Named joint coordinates
Content starts
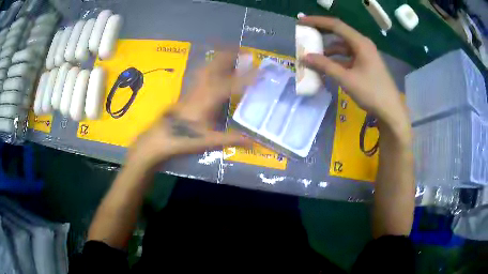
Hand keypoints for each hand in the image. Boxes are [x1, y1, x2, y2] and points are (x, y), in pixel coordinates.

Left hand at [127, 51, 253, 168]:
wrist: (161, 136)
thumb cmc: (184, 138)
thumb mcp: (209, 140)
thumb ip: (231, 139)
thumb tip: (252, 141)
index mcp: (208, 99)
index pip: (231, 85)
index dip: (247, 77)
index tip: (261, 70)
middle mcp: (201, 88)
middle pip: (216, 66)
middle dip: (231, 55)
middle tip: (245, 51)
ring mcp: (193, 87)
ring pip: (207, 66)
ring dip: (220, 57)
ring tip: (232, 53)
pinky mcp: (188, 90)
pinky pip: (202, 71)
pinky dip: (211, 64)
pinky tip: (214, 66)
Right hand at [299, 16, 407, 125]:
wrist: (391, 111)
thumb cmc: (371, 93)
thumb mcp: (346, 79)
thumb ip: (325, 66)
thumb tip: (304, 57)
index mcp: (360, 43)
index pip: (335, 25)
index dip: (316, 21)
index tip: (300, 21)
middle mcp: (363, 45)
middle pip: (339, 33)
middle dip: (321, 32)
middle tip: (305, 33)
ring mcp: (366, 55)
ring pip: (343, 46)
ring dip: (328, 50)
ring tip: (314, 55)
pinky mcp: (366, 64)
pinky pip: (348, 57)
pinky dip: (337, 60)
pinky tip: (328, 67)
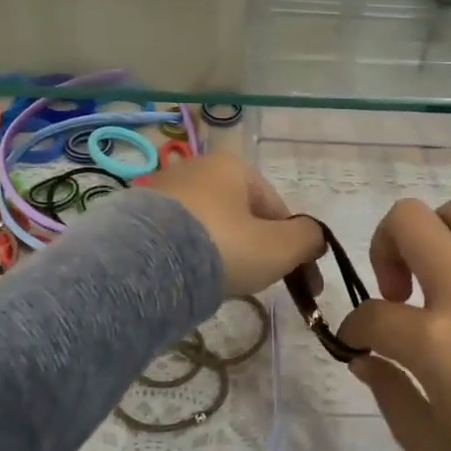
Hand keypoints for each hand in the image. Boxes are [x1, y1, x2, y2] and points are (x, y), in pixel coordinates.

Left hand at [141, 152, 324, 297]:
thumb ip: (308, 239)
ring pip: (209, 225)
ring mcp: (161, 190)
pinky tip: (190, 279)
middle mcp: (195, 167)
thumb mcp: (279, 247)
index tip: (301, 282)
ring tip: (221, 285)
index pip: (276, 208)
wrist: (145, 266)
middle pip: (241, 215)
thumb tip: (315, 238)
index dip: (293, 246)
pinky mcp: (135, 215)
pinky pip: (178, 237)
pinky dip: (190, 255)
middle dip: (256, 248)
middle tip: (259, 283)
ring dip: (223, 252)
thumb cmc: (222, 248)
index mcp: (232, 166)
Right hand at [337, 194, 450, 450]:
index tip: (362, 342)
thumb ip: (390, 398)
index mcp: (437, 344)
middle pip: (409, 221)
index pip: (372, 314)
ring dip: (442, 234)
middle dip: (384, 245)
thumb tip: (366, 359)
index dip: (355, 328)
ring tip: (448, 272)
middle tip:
Content ends
## REQUIRED ACTION
Reproduce exactly and only the lines from the "index pip: (231, 85)" line to the last line of the records above. Do not carry over any pictures.

## EXPECTED ANSWER
index pip: (231, 85)
index dip: (247, 77)
index tip: (261, 70)
middle mcp: (201, 88)
middle pip: (216, 66)
middle dip: (231, 55)
middle tip: (245, 51)
ring mcp: (193, 87)
ring pip: (207, 66)
ring dip: (220, 57)
ring tip: (232, 53)
pinky mcp: (188, 90)
pinky pip: (202, 71)
pinky dip: (211, 64)
pinky tip: (214, 66)
Right hand at [299, 16, 407, 125]:
wrist: (391, 111)
thumb cmc: (371, 93)
thumb mcp: (346, 79)
thumb ip: (325, 66)
thumb tip: (304, 57)
index mcp: (360, 43)
index pip: (335, 25)
index dip: (316, 21)
index tip: (300, 21)
middle mcp: (363, 45)
middle pip: (339, 33)
middle dip: (321, 32)
middle tip: (305, 33)
ring mcp: (366, 55)
ring pip: (343, 46)
ring dip: (328, 50)
ring tip: (314, 55)
pinky mcp: (366, 64)
pinky pip: (348, 57)
pinky dip: (337, 60)
pinky tip: (328, 67)
Hand keypoints for each hand in the image. Boxes are [x1, y1, x2, y2] and points are (x, y), in pixel coordinates.

Left hand at [141, 152, 324, 297]:
thumb ip: (308, 239)
ring pip: (209, 225)
ring mcp: (161, 190)
pinky tip: (190, 279)
middle mcp: (195, 167)
thumb mcp: (279, 247)
index tip: (301, 282)
ring tip: (221, 285)
index pip: (276, 208)
wrist: (145, 266)
middle pip: (241, 215)
thumb tip: (315, 238)
index dip: (293, 246)
pinky mcp: (135, 215)
pinky pip: (178, 237)
pinky dip: (190, 255)
middle dip: (256, 248)
middle tip: (259, 283)
ring dip: (223, 252)
thumb cmc: (222, 248)
index mcp: (232, 166)
Right hand at [337, 194, 450, 450]:
index tip: (362, 342)
thumb ip: (390, 398)
index mcp: (437, 344)
middle pip: (409, 221)
index pip: (372, 314)
ring dip: (442, 234)
middle dip: (384, 245)
thumb tip: (366, 359)
index dip: (355, 328)
ring tip: (448, 272)
middle tip:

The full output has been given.